Once you have read the listing, print all of it word for word.

* [Information]
▶

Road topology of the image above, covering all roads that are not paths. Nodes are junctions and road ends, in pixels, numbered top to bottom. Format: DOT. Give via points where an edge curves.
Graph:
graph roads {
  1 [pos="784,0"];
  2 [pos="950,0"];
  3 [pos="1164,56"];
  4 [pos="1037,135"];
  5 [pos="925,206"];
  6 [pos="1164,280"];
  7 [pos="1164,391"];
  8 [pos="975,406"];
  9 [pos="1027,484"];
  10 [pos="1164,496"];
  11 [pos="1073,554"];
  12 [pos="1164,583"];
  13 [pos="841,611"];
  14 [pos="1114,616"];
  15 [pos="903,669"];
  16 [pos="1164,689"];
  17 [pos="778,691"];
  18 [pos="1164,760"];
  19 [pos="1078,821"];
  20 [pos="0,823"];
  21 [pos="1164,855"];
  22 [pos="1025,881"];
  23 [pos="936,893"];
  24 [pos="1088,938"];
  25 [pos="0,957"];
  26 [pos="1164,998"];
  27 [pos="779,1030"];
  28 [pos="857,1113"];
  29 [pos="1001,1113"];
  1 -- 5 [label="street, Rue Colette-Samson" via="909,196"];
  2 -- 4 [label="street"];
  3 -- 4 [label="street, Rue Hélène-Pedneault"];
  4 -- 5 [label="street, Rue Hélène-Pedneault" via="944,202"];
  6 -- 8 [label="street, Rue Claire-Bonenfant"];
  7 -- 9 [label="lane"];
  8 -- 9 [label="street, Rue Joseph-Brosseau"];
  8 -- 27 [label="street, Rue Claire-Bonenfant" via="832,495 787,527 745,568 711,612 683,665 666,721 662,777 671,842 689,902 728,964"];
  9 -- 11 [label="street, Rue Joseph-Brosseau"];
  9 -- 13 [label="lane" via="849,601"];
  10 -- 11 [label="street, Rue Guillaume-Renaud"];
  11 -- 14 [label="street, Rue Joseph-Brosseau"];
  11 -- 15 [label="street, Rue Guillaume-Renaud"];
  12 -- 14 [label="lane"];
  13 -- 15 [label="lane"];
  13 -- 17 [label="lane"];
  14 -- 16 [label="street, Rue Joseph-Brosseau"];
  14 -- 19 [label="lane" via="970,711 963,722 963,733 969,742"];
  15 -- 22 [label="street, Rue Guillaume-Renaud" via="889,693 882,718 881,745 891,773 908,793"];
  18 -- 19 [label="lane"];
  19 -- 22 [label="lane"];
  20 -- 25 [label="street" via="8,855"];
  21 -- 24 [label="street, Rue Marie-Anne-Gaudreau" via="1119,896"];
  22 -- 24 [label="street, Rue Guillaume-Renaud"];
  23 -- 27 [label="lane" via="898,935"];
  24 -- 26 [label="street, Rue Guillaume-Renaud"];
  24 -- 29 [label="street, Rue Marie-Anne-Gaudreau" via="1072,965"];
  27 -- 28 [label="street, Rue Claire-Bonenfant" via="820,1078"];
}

◀

* [Exercise answer]
Road topology of the image above, covering all roads that are not paths. Nodes are junctions and road ends, in pixels, numbered top to bottom. Format: DOT. Give via points where an edge curves.
Graph:
graph roads {
  1 [pos="784,0"];
  2 [pos="950,0"];
  3 [pos="1164,56"];
  4 [pos="1037,135"];
  5 [pos="925,206"];
  6 [pos="1164,280"];
  7 [pos="1164,391"];
  8 [pos="975,406"];
  9 [pos="1027,484"];
  10 [pos="1164,496"];
  11 [pos="1073,554"];
  12 [pos="1164,583"];
  13 [pos="841,611"];
  14 [pos="1114,616"];
  15 [pos="903,669"];
  16 [pos="1164,689"];
  17 [pos="778,691"];
  18 [pos="1164,760"];
  19 [pos="1078,821"];
  20 [pos="0,823"];
  21 [pos="1164,855"];
  22 [pos="1025,881"];
  23 [pos="936,893"];
  24 [pos="1088,938"];
  25 [pos="0,957"];
  26 [pos="1164,998"];
  27 [pos="779,1030"];
  28 [pos="857,1113"];
  29 [pos="1001,1113"];
  1 -- 5 [label="street, Rue Colette-Samson" via="909,196"];
  2 -- 4 [label="street"];
  3 -- 4 [label="street, Rue Hélène-Pedneault"];
  4 -- 5 [label="street, Rue Hélène-Pedneault" via="944,202"];
  6 -- 8 [label="street, Rue Claire-Bonenfant"];
  7 -- 9 [label="lane"];
  8 -- 9 [label="street, Rue Joseph-Brosseau"];
  8 -- 27 [label="street, Rue Claire-Bonenfant" via="832,495 787,527 745,568 711,612 683,665 666,721 662,777 671,842 689,902 728,964"];
  9 -- 11 [label="street, Rue Joseph-Brosseau"];
  9 -- 13 [label="lane" via="849,601"];
  10 -- 11 [label="street, Rue Guillaume-Renaud"];
  11 -- 14 [label="street, Rue Joseph-Brosseau"];
  11 -- 15 [label="street, Rue Guillaume-Renaud"];
  12 -- 14 [label="lane"];
  13 -- 15 [label="lane"];
  13 -- 17 [label="lane"];
  14 -- 16 [label="street, Rue Joseph-Brosseau"];
  14 -- 19 [label="lane" via="970,711 963,722 963,733 969,742"];
  15 -- 22 [label="street, Rue Guillaume-Renaud" via="889,693 882,718 881,745 891,773 908,793"];
  18 -- 19 [label="lane"];
  19 -- 22 [label="lane"];
  20 -- 25 [label="street" via="8,855"];
  21 -- 24 [label="street, Rue Marie-Anne-Gaudreau" via="1119,896"];
  22 -- 24 [label="street, Rue Guillaume-Renaud"];
  23 -- 27 [label="lane" via="898,935"];
  24 -- 26 [label="street, Rue Guillaume-Renaud"];
  24 -- 29 [label="street, Rue Marie-Anne-Gaudreau" via="1072,965"];
  27 -- 28 [label="street, Rue Claire-Bonenfant" via="820,1078"];
}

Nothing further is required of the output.